Written in Sam’s voice, Honeybee opens with Sam poised on the Clayton Road overpass ready to leap onto the road below. Precariously balanced on the edge, he lets go of the railing but is grabbed by Vic – an older man – who has come to the overpass for the same reason. Sitting on the path a few minutes later, Vic in a truly Australian understatement says to Sam ‘Well, mate, I don’t think it’s our night, do you?’ [4]. At this point though, the reader is unaware of what lies behind Sam’s decision to suicide. His backstory is gradually revealed as the novel unfolds. Similarly, as the friendship between Vic and Sam develops, Vic’s backstory is also revealed: his experiences in Vietnam as a National Service conscript, his marriage to Edie, her death, and most significantly, a secret he carried alone from his days in Vietnam.
The backstories of Vic and Sam provide the narrative trajectory towards their accidental meeting on the Clayton Road overpass – and ultimately to their redemption.
In common with the author’s previous book – Jasper Jones – the narrative is structured around secrets and how these secrets rebound on the carriers and their relationships. It is only when both Vic and Sam are able to share their respective secrets that they can take more positive steps: Sam to begin the process of transitioning to womanhood and Vic to let go of his life as he had always planned to do from the death of Edie ten years before.
Sam’s only friend – at least initially – Aggie captures his true spirit when she describes him as ‘outcast and misunderstood and … stealthy and you keep to the shadows’ [333]. Through devices such as this, the author cleverly sets out the character of Sam and, by extension, his struggles towards becoming the person he has to be.

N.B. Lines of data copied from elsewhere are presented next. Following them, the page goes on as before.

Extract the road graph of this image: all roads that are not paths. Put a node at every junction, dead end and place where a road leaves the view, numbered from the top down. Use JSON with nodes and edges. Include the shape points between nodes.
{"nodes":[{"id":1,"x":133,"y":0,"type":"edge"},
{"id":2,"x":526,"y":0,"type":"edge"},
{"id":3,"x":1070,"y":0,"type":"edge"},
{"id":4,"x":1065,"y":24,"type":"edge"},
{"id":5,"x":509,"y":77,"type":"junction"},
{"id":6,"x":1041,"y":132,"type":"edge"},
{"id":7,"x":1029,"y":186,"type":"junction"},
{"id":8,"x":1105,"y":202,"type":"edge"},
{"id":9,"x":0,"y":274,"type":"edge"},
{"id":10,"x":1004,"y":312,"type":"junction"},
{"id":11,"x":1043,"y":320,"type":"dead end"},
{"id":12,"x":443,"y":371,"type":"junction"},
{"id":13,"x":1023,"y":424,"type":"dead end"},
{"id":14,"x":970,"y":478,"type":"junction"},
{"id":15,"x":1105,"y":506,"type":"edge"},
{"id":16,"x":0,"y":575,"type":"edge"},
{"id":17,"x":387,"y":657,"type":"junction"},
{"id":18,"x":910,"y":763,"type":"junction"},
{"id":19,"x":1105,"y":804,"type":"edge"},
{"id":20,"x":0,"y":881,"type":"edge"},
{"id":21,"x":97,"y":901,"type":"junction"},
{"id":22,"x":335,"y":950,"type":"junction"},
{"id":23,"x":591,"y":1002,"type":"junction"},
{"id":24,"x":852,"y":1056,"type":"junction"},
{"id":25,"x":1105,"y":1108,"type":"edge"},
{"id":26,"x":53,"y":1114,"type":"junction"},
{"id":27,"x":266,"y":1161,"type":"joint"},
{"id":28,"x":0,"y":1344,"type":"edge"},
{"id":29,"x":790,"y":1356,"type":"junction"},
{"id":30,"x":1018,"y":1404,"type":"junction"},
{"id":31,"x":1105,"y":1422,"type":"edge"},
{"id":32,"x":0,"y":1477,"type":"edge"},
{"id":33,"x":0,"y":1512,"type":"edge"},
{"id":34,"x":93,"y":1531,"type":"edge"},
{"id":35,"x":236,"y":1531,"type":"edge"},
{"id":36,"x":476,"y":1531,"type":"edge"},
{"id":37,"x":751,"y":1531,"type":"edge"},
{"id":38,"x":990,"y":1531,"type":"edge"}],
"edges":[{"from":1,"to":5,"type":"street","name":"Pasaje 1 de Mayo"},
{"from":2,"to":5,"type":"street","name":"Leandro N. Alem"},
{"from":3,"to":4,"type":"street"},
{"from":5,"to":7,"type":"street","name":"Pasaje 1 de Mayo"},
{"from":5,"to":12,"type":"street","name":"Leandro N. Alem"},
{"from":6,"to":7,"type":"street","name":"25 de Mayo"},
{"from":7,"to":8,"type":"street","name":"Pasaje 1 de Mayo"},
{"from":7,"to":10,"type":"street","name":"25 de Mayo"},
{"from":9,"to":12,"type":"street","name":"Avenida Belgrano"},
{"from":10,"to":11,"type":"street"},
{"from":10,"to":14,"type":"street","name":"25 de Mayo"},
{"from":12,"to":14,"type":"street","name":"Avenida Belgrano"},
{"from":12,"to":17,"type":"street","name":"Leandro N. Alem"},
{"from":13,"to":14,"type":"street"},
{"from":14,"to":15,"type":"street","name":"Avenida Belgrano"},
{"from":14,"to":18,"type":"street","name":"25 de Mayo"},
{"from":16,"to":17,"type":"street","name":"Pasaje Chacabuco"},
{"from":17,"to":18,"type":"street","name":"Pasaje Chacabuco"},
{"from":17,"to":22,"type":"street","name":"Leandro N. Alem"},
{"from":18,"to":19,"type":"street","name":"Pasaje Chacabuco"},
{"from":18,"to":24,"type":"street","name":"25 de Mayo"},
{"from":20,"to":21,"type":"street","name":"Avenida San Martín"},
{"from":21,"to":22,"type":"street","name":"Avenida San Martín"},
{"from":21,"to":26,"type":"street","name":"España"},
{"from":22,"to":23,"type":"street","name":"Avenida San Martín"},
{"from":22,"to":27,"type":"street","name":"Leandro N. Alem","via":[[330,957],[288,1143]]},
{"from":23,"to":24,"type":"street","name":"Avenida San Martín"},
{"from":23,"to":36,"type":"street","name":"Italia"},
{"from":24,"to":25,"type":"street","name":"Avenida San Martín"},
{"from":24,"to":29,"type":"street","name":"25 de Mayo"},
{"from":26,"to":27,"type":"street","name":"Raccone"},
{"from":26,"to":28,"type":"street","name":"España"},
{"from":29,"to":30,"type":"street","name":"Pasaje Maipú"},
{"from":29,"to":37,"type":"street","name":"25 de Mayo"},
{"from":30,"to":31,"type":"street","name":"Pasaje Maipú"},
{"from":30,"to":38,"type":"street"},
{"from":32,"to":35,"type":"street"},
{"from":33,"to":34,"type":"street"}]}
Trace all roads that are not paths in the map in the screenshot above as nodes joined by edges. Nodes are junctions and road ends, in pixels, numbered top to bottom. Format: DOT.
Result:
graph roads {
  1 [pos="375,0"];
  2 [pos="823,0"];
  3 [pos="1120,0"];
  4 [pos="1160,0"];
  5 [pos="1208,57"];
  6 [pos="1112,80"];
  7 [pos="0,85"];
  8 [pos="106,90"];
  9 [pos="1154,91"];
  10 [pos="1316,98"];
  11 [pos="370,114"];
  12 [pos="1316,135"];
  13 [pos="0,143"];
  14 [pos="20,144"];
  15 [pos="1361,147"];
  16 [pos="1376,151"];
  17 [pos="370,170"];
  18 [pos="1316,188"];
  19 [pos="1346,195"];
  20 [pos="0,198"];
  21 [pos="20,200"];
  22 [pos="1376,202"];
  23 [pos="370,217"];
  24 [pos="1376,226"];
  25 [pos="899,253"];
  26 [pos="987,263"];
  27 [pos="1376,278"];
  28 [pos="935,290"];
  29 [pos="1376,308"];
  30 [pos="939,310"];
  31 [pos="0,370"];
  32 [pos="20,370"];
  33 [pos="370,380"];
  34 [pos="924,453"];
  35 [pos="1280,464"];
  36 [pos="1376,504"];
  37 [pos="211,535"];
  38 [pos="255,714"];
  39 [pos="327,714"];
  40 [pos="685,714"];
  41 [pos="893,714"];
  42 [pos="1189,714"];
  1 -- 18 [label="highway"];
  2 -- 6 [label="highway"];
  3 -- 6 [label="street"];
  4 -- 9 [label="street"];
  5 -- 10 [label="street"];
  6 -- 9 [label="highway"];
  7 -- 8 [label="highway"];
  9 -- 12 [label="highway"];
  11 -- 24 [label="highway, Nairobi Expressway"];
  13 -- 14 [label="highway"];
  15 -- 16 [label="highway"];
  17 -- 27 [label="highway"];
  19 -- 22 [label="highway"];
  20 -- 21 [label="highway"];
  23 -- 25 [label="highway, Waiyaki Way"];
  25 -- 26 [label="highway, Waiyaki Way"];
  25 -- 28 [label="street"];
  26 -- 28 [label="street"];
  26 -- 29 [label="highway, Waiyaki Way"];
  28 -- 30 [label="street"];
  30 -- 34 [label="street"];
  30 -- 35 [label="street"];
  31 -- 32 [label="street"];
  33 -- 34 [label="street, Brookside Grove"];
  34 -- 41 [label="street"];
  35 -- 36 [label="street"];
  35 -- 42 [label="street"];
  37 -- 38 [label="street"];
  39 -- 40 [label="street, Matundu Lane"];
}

While some of the situations in which Sam finds himself may at first glance seem unbelievable, the purpose for which the author has devised them is to demonstrate the challenges Sam has to face down to become whom he has always believed himself to be. The drive towards self-realisation cannot be denied. The struggle between his self-hate because he was playing at being a boy and denying his true self and his isolation from the community are brilliantly realised by the author. He also captures the language and attitude of a troubled teenage boy who desperately wants to be accepted by others while at the same time is both expecting and fearing rejection.
Honeybee is a powerful and very moving account of Sam, his troubled relationship with his mother, and his seeking – and ultimately finding – acceptance and himself. The novel does not provide a fairy-tale ending though – Vic’s death is both painful and heart-wrenching and Sam takes only the first few steps towards a more hopeful future – but it is honest and realistic.
The source of the book’s title Honeybee is best left for the reader to discover towards the end of the book when it is revealed as well as its significance for Sam.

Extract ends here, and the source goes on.